* _What you have to do_
Within the listing, each line that has the string "KUNCIRAN" should be copied.

* _Data to use_

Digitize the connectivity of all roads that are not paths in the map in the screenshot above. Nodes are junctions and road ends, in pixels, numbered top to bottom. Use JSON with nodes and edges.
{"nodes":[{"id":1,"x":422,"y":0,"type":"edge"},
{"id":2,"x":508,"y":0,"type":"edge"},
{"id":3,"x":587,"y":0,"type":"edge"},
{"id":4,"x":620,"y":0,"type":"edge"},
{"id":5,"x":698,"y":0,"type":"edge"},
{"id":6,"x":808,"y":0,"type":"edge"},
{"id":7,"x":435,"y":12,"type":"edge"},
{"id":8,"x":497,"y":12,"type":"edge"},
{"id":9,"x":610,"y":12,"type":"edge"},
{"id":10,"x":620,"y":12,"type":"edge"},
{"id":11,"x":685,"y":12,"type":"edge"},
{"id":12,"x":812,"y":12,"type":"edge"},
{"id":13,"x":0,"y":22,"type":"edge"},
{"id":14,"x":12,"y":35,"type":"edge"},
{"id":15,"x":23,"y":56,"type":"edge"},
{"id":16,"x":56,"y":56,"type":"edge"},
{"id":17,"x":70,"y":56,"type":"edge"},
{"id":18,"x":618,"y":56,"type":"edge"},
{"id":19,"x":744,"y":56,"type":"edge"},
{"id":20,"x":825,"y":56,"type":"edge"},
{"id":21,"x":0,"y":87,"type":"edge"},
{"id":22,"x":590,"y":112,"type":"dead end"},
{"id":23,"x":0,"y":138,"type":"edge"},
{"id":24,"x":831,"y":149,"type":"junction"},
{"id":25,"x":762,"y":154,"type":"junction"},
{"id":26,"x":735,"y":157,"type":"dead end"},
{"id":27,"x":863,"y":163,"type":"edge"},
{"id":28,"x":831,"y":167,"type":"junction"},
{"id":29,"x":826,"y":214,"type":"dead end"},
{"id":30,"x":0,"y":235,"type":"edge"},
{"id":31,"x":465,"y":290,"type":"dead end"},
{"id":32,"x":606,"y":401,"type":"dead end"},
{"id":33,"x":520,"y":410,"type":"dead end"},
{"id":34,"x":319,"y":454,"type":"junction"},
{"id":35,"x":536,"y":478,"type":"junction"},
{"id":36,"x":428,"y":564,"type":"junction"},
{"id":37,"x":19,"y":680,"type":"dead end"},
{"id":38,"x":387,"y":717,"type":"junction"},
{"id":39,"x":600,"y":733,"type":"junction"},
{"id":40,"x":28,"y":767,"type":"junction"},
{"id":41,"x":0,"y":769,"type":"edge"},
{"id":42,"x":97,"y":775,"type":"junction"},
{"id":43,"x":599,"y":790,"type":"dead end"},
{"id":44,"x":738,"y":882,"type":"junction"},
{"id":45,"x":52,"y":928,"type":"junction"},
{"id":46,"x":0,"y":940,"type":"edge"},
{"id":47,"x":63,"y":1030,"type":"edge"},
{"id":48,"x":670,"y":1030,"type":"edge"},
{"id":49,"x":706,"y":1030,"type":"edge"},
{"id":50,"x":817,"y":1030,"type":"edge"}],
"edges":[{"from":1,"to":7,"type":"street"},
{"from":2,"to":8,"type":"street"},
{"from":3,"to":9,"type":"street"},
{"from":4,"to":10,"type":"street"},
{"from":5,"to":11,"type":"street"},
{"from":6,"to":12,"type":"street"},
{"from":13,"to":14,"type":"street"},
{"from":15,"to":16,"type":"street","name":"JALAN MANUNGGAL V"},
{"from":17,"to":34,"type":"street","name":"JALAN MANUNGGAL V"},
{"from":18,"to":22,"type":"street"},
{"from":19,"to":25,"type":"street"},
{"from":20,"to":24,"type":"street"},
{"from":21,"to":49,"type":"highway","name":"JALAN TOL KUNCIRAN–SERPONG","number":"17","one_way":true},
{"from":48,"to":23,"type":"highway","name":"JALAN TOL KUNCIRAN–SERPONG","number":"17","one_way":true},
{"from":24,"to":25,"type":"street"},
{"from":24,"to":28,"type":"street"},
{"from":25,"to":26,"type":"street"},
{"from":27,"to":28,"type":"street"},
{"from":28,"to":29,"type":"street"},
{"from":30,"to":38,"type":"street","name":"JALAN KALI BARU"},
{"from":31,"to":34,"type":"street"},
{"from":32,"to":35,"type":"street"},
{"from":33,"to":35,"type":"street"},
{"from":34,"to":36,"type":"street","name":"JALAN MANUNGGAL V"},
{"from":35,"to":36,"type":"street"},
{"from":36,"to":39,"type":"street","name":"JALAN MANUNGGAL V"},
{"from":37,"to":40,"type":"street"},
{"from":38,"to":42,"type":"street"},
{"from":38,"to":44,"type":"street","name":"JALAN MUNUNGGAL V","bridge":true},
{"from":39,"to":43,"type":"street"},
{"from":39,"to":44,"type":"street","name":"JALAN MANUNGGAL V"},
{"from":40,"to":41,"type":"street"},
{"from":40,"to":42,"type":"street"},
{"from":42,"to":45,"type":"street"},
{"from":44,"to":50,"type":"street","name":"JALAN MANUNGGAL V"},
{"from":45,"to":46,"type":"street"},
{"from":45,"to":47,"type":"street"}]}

* _Task result_
{"from":21,"to":49,"type":"highway","name":"JALAN TOL KUNCIRAN–SERPONG","number":"17","one_way":true},
{"from":48,"to":23,"type":"highway","name":"JALAN TOL KUNCIRAN–SERPONG","number":"17","one_way":true},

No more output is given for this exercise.